Eventually, cartographers discover that magnetic north is not true north, the Santa story seems increasingly implausible, and people dismiss the barber / candy cane pole description as absurd. But we still read and engage with old accounts of where things are that make reference to a single north pole, since they're using it as a reference point. Some people try to carry on the progress in those terms instead of engaging in the massive translation effort necessary to say the same things as efficiently without making reference to the single "true" north. When the "true" northers first encountered serious criticisms of their framework, they felt the need to engage in some apologetics to try to explain why they used the concept.
These apologetics ultimately turned out to be kind of unfruitful compared to just directly describing what works about their system, but it's at least a plausibly honest confusion that could lead them to trying to "prove" the existence of the true north instead of tearing apart all their maps and starting over, the perceived alternative.
I hope it's obvious that I don't think either of those options is right, though.
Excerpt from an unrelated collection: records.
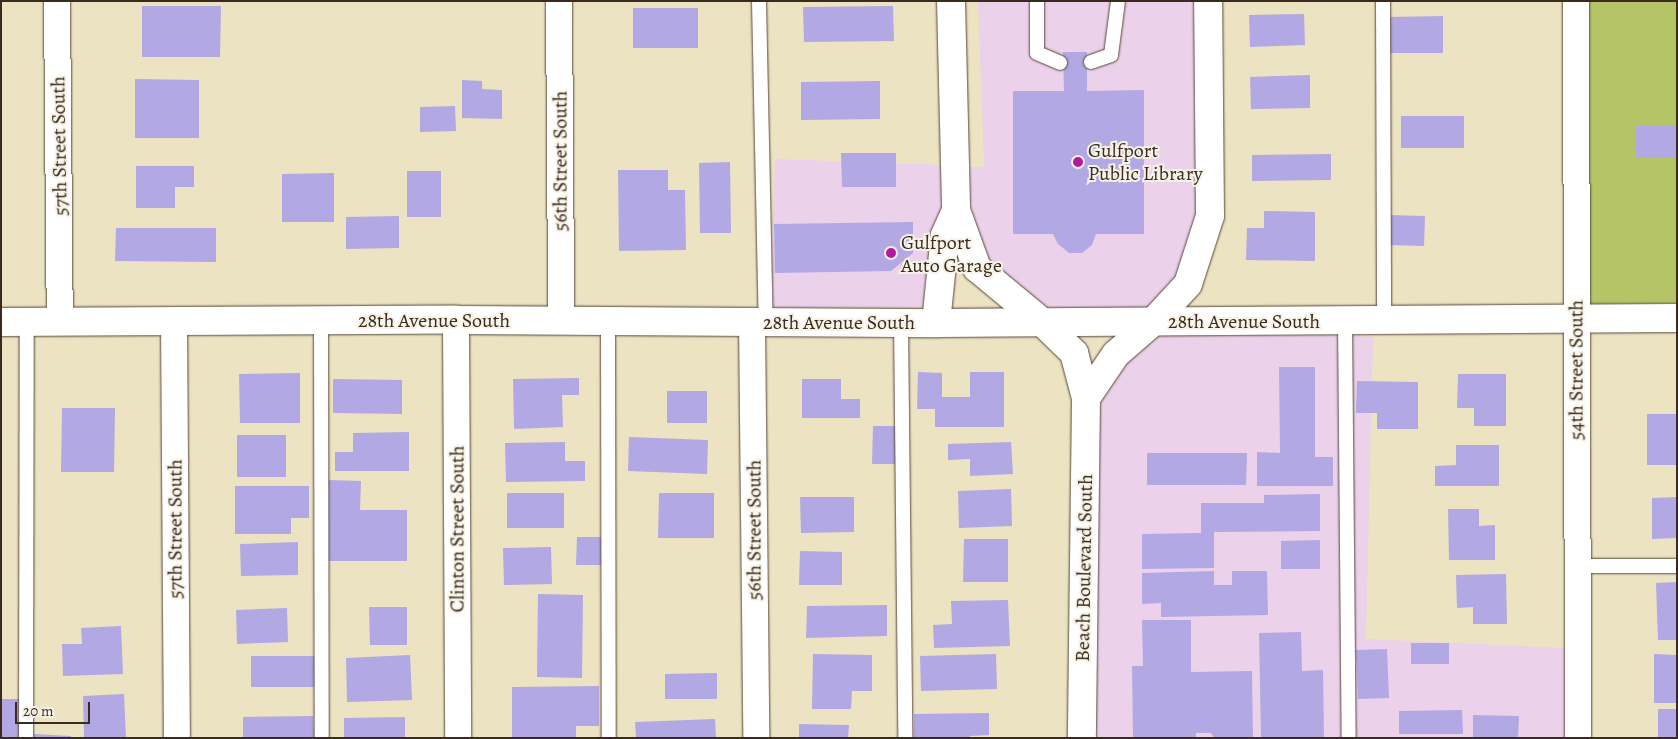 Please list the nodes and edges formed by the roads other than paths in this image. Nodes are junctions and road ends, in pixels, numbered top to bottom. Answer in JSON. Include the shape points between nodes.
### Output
{"nodes":[{"id":1,"x":58,"y":1,"type":"edge"},
{"id":2,"x":559,"y":1,"type":"edge"},
{"id":3,"x":759,"y":1,"type":"edge"},
{"id":4,"x":951,"y":1,"type":"edge"},
{"id":5,"x":1037,"y":1,"type":"edge"},
{"id":6,"x":1118,"y":1,"type":"edge"},
{"id":7,"x":1208,"y":1,"type":"edge"},
{"id":8,"x":1383,"y":1,"type":"edge"},
{"id":9,"x":1576,"y":1,"type":"edge"},
{"id":10,"x":1092,"y":62,"type":"dead end"},
{"id":11,"x":1060,"y":63,"type":"dead end"},
{"id":12,"x":956,"y":210,"type":"junction"},
{"id":13,"x":1576,"y":318,"type":"junction"},
{"id":14,"x":1677,"y":318,"type":"edge"},
{"id":15,"x":174,"y":320,"type":"junction"},
{"id":16,"x":321,"y":320,"type":"junction"},
{"id":17,"x":456,"y":320,"type":"junction"},
{"id":18,"x":1345,"y":320,"type":"junction"},
{"id":19,"x":1384,"y":320,"type":"junction"},
{"id":20,"x":60,"y":321,"type":"junction"},
{"id":21,"x":561,"y":321,"type":"junction"},
{"id":22,"x":1154,"y":321,"type":"junction"},
{"id":23,"x":14,"y":322,"type":"edge"},
{"id":24,"x":608,"y":322,"type":"junction"},
{"id":25,"x":759,"y":322,"type":"junction"},
{"id":26,"x":901,"y":322,"type":"junction"},
{"id":27,"x":1042,"y":322,"type":"junction"},
{"id":28,"x":936,"y":323,"type":"junction"},
{"id":29,"x":1086,"y":398,"type":"junction"},
{"id":30,"x":1577,"y":566,"type":"junction"},
{"id":31,"x":1677,"y":566,"type":"edge"},
{"id":32,"x":26,"y":738,"type":"edge"},
{"id":33,"x":177,"y":738,"type":"edge"},
{"id":34,"x":322,"y":738,"type":"edge"},
{"id":35,"x":458,"y":738,"type":"edge"},
{"id":36,"x":609,"y":738,"type":"edge"},
{"id":37,"x":756,"y":738,"type":"edge"},
{"id":38,"x":904,"y":738,"type":"edge"},
{"id":39,"x":1082,"y":738,"type":"edge"},
{"id":40,"x":1350,"y":738,"type":"edge"},
{"id":41,"x":1578,"y":738,"type":"edge"}],
"edges":[{"from":1,"to":20,"type":"street","name":"57th Street South"},
{"from":2,"to":21,"type":"street","name":"56th Street South"},
{"from":3,"to":25,"type":"lane"},
{"from":4,"to":12,"type":"street","name":"Beach Boulevard South"},
{"from":5,"to":11,"type":"lane","via":[[1037,53]]},
{"from":6,"to":10,"type":"lane","via":[[1111,55]]},
{"from":7,"to":22,"type":"street","via":[[1210,216],[1188,284]]},
{"from":8,"to":19,"type":"lane"},
{"from":9,"to":13,"type":"street","name":"54th Street South"},
{"from":12,"to":27,"type":"street","name":"Beach Boulevard South","via":[[977,268]]},
{"from":12,"to":28,"type":"street","name":"Beach Boulevard South","via":[[945,235]]},
{"from":13,"to":14,"type":"street","name":"28th Avenue South"},
{"from":13,"to":19,"type":"street","name":"28th Avenue South"},
{"from":13,"to":30,"type":"street","name":"54th Street South"},
{"from":15,"to":16,"type":"street","name":"28th Avenue South"},
{"from":15,"to":20,"type":"street","name":"28th Avenue South"},
{"from":15,"to":33,"type":"street","name":"57th Street South"},
{"from":16,"to":17,"type":"street","name":"28th Avenue South"},
{"from":16,"to":34,"type":"lane"},
{"from":17,"to":21,"type":"street","name":"28th Avenue South"},
{"from":17,"to":35,"type":"street","name":"Clinton Street South"},
{"from":18,"to":19,"type":"street","name":"28th Avenue South"},
{"from":18,"to":22,"type":"street","name":"28th Avenue South"},
{"from":18,"to":40,"type":"lane"},
{"from":20,"to":23,"type":"street","name":"28th Avenue South"},
{"from":21,"to":24,"type":"street","name":"28th Avenue South"},
{"from":22,"to":27,"type":"street","name":"28th Avenue South"},
{"from":22,"to":29,"type":"street","via":[[1116,354]]},
{"from":23,"to":32,"type":"lane"},
{"from":24,"to":25,"type":"street","name":"28th Avenue South"},
{"from":24,"to":36,"type":"lane"},
{"from":25,"to":26,"type":"street","name":"28th Avenue South"},
{"from":25,"to":37,"type":"street","name":"56th Street South"},
{"from":26,"to":28,"type":"street","name":"28th Avenue South"},
{"from":26,"to":38,"type":"lane"},
{"from":27,"to":28,"type":"street","name":"28th Avenue South"},
{"from":27,"to":29,"type":"street","name":"Beach Boulevard South","via":[[1074,353]]},
{"from":29,"to":39,"type":"street","name":"Beach Boulevard South"},
{"from":30,"to":31,"type":"lane"},
{"from":30,"to":41,"type":"street","name":"54th Street South"}]} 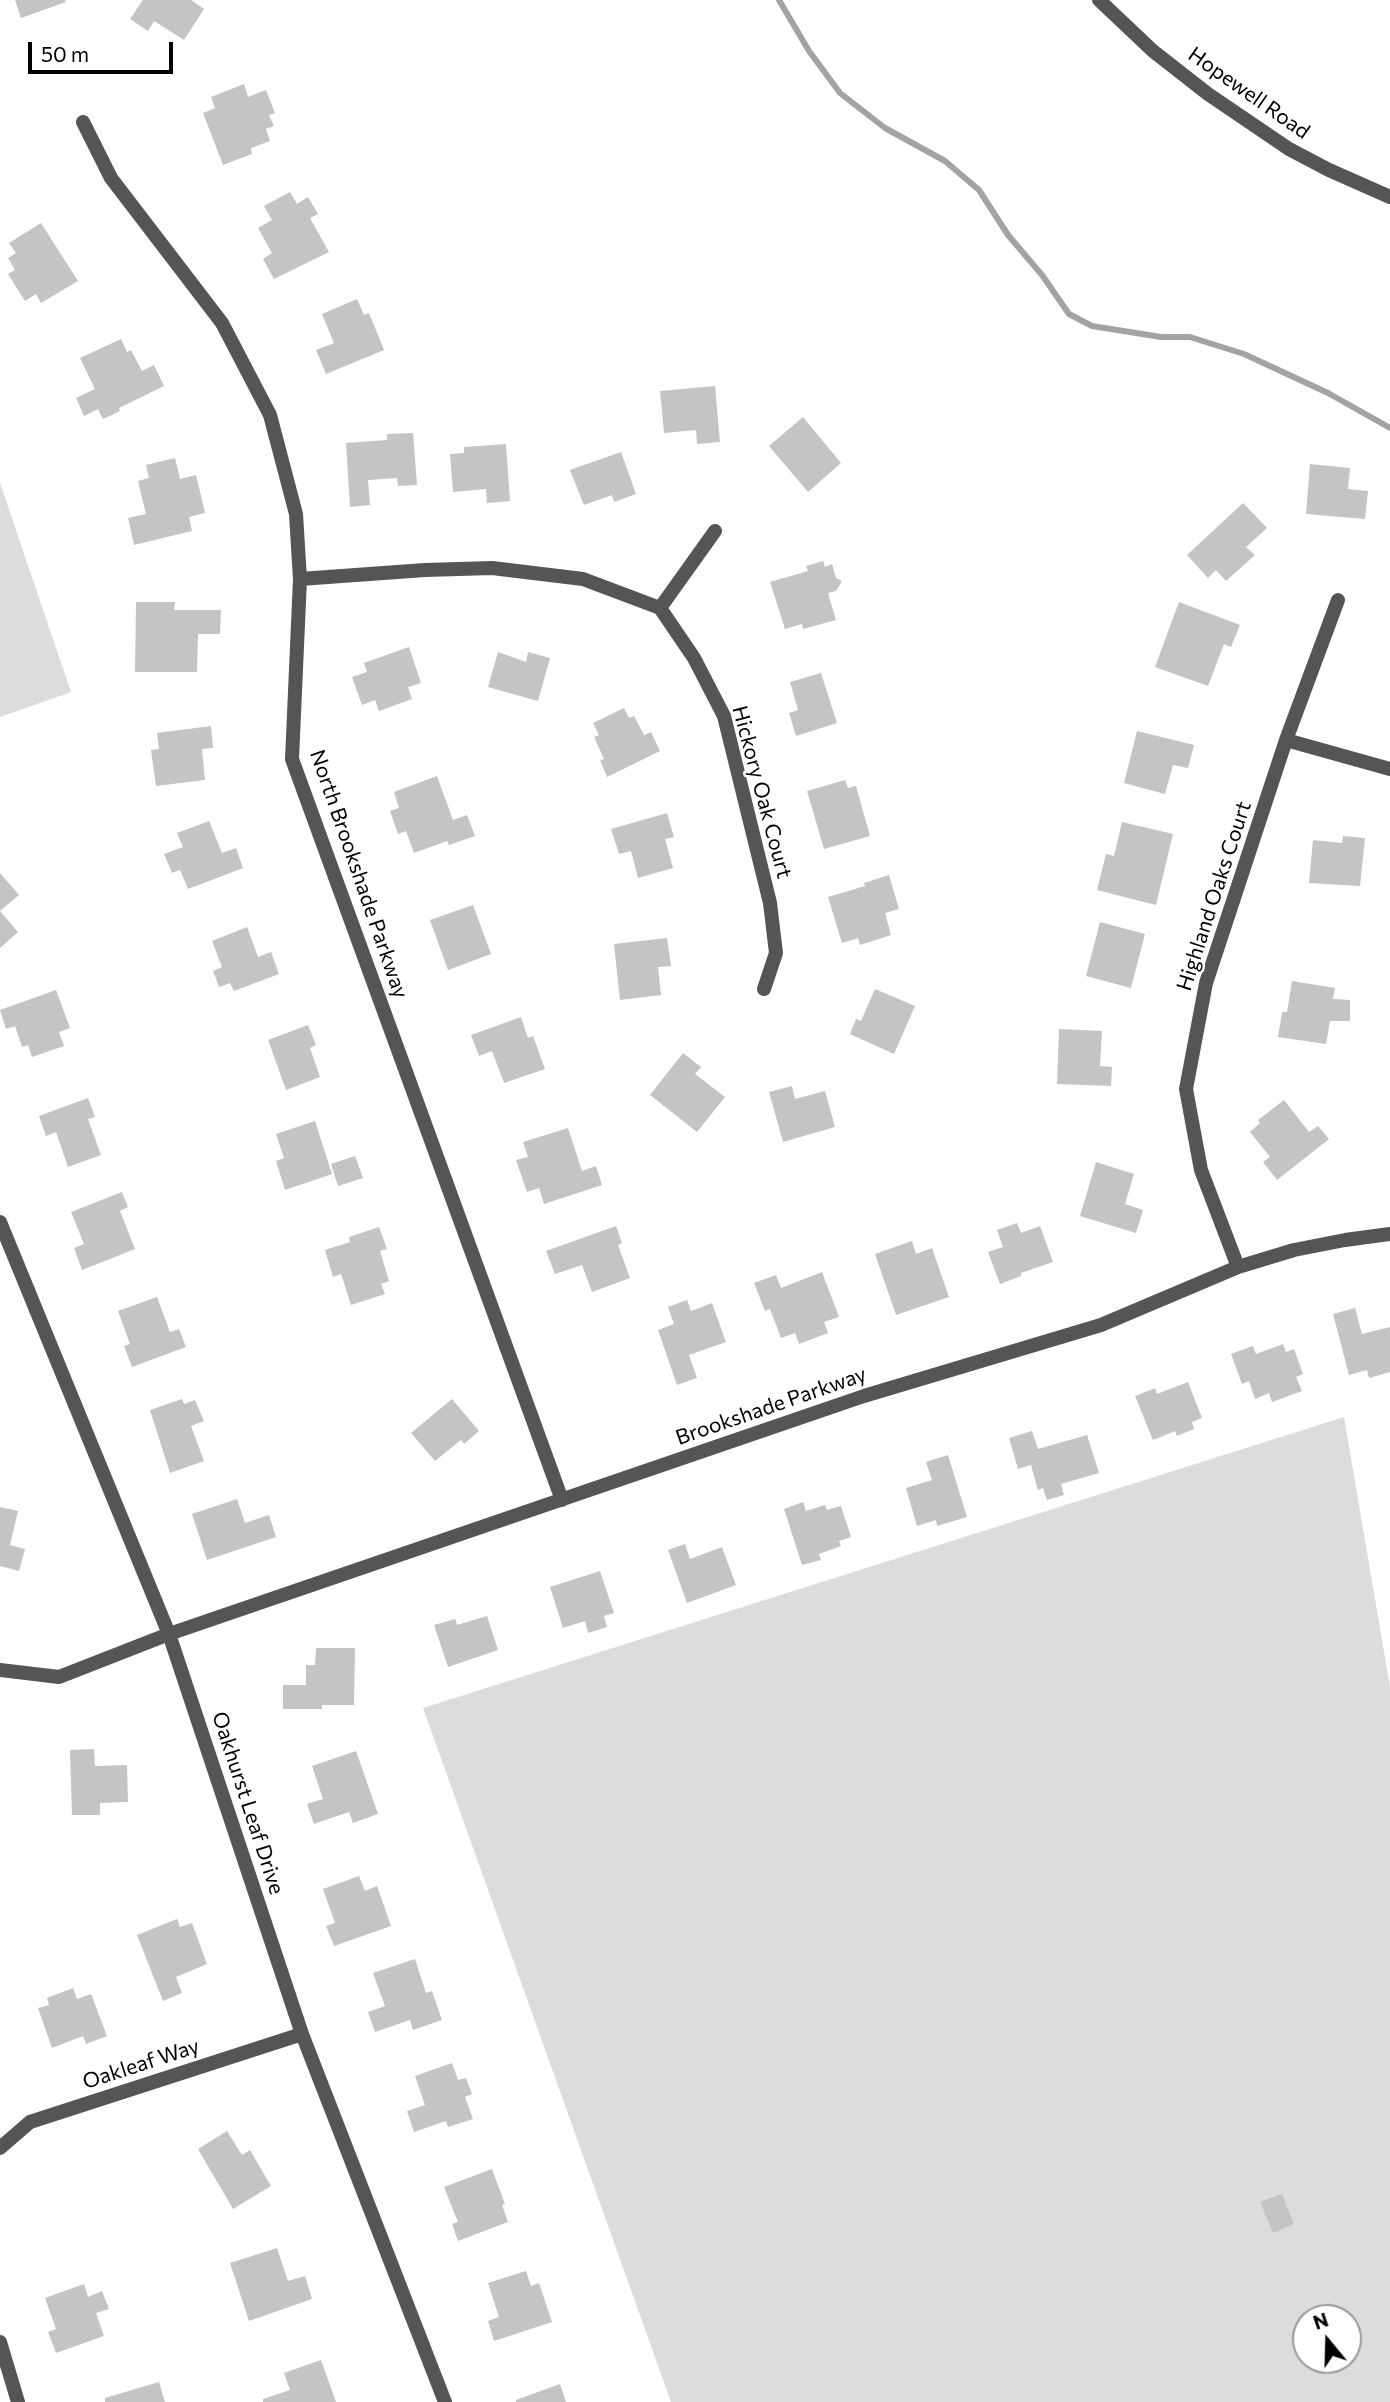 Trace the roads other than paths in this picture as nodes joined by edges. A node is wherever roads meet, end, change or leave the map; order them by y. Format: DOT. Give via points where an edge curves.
graph roads {
  1 [pos="1099,0"];
  2 [pos="83,122"];
  3 [pos="1390,197"];
  4 [pos="715,531"];
  5 [pos="300,579"];
  6 [pos="1338,600"];
  7 [pos="660,608"];
  8 [pos="1286,740"];
  9 [pos="1390,769"];
  10 [pos="765,989"];
  11 [pos="0,1222"];
  12 [pos="1390,1234"];
  13 [pos="1238,1267"];
  14 [pos="562,1500"];
  15 [pos="169,1634"];
  16 [pos="0,1670"];
  17 [pos="302,2034"];
  18 [pos="0,2148"];
  19 [pos="0,2342"];
  20 [pos="18,2402"];
  21 [pos="445,2402"];
  1 -- 3 [label="street, Hopewell Road" via="1153,51 1289,149"];
  2 -- 5 [label="street, North Brookshade Parkway" via="111,178 222,323 270,415 296,514"];
  4 -- 7 [label="street"];
  5 -- 7 [label="street" via="492,568 583,579"];
  5 -- 14 [label="street, North Brookshade Parkway" via="292,759"];
  6 -- 8 [label="street, Highland Oaks Court"];
  7 -- 10 [label="street, Hickory Oak Court" via="694,658 724,716 770,903 776,953"];
  8 -- 9 [label="street"];
  8 -- 13 [label="street, Highland Oaks Court" via="1206,983 1186,1089 1201,1170"];
  11 -- 15 [label="street, Oakhurst Leaf Drive"];
  12 -- 13 [label="street, Brookshade Parkway" via="1294,1250"];
  13 -- 14 [label="street, Brookshade Parkway" via="1101,1325 864,1396"];
  14 -- 15 [label="street, Brookshade Parkway"];
  15 -- 16 [label="street, Brookshade Parkway" via="59,1677"];
  15 -- 17 [label="street, Oakhurst Leaf Drive"];
  17 -- 18 [label="street, Oakleaf Way" via="30,2122"];
  17 -- 21 [label="street, Oakhurst Leaf Drive"];
  19 -- 20 [label="street"];
} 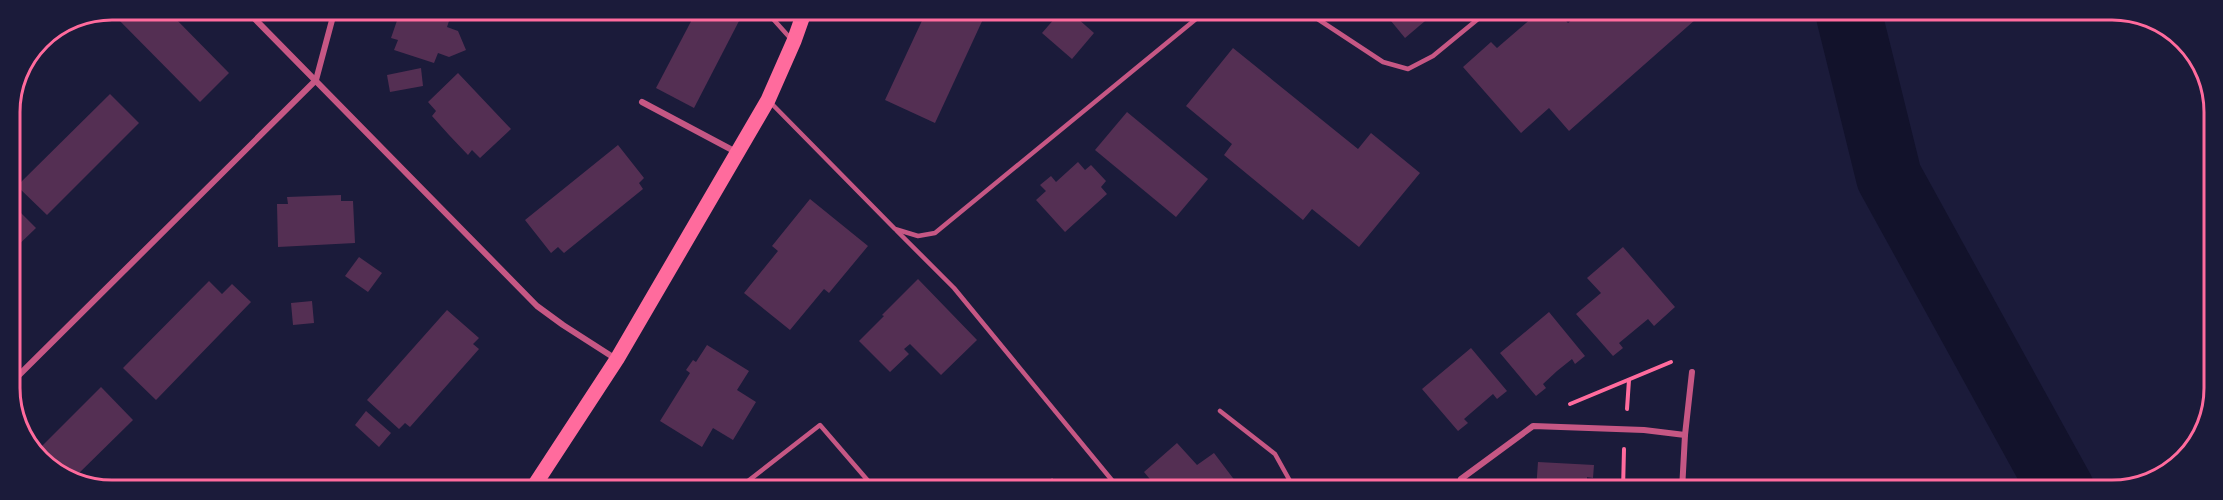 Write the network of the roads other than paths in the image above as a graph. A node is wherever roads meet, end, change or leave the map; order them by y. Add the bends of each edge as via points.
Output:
1 (256, 20) edge
2 (332, 20) edge
3 (774, 20) edge
4 (801, 20) edge
5 (1195, 20) edge
6 (1319, 20) edge
7 (1477, 20) edge
8 (794, 41) junction
9 (316, 80) junction
10 (768, 100) junction
11 (642, 102) dead end
12 (737, 153) junction
13 (895, 229) junction
14 (617, 359) junction
15 (1692, 372) road end
16 (19, 375) edge
17 (1220, 411) dead end
18 (1685, 435) junction
19 (1461, 478) dead end
20 (1290, 480) edge
21 (1683, 480) edge
22 (537, 481) edge
23 (749, 481) edge
24 (868, 481) edge
25 (1112, 481) edge

1 - 9 street
2 - 9 street
3 - 8 lane
4 - 8 main road
5 - 13 lane via 934,233 918,236
6 - 7 lane via 1383,62 1408,69 1433,56
8 - 10 main road
9 - 14 street via 537,306
9 - 16 street
10 - 12 main road
10 - 13 lane
11 - 12 street
12 - 14 main road
13 - 25 lane via 954,288
14 - 22 main road
15 - 18 street
17 - 20 lane via 1275,454
18 - 19 street via 1533,426
18 - 21 street
23 - 24 lane via 820,425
With the army example, we might well say that the clouds are (not is) raining, since clouds actually are potential rainers full of rainstuff before they actually fall upon us - but sentences like “it’s raining” are perfectly intelligible without any shared prior reference of anticipation based on threatening clouds. It - whatever it is - simply rained. (The singular verb also makes reference to clouds implausible.)
It’s tempting to rescue the singular verb and say that the sky is raining, but this is also silly - the sky is a place, it doesn't do things, things in the sky do things, the composition of the sky changes, but the sky does not fall down on us in little drops.
The *sentence* depends on “it,” and it [sic] would be awkward to avoid referring to the undefined “it” in common speech. It does little harm, since we know perfectly well what it’s raining means. But it would be absurd to say that our “belief system” depends on “it.”
I’m saying that God often occcupies a place analogous to the unspecified “it” in “it’s raining.”
Our language helps create/reinforce concepts. I think that's part of your point. Some of our common assumptions attribute life to God. This also means, though, that it can be hard to spot and unpack these assumptions unless we already have the alternative non-God concepts/language with which to do it. A tool is not going to break itself or make itself obsolete. Only a stronger tool will do that. We need a diamond to cut the rock.
I recall this bit of dialogue from the 10-year-old film "Expelled: No Intelligence Allowed!":
Ben Stein: "Who created the heavens and the earth?" Richard Dawkins: "You beg the question—" Ben Stein: "Well, then, how did it get created?"
Here, the very concept/word "creation" is question-begging, but unless we already have a different concept/word, we can't see it. We'll keep trying to validate the same assumption about "creation" until something disrupts that assumption. To me, it's debatable whether the concept or the word needs to change first. They (the concept and the word) are tightly packaged together.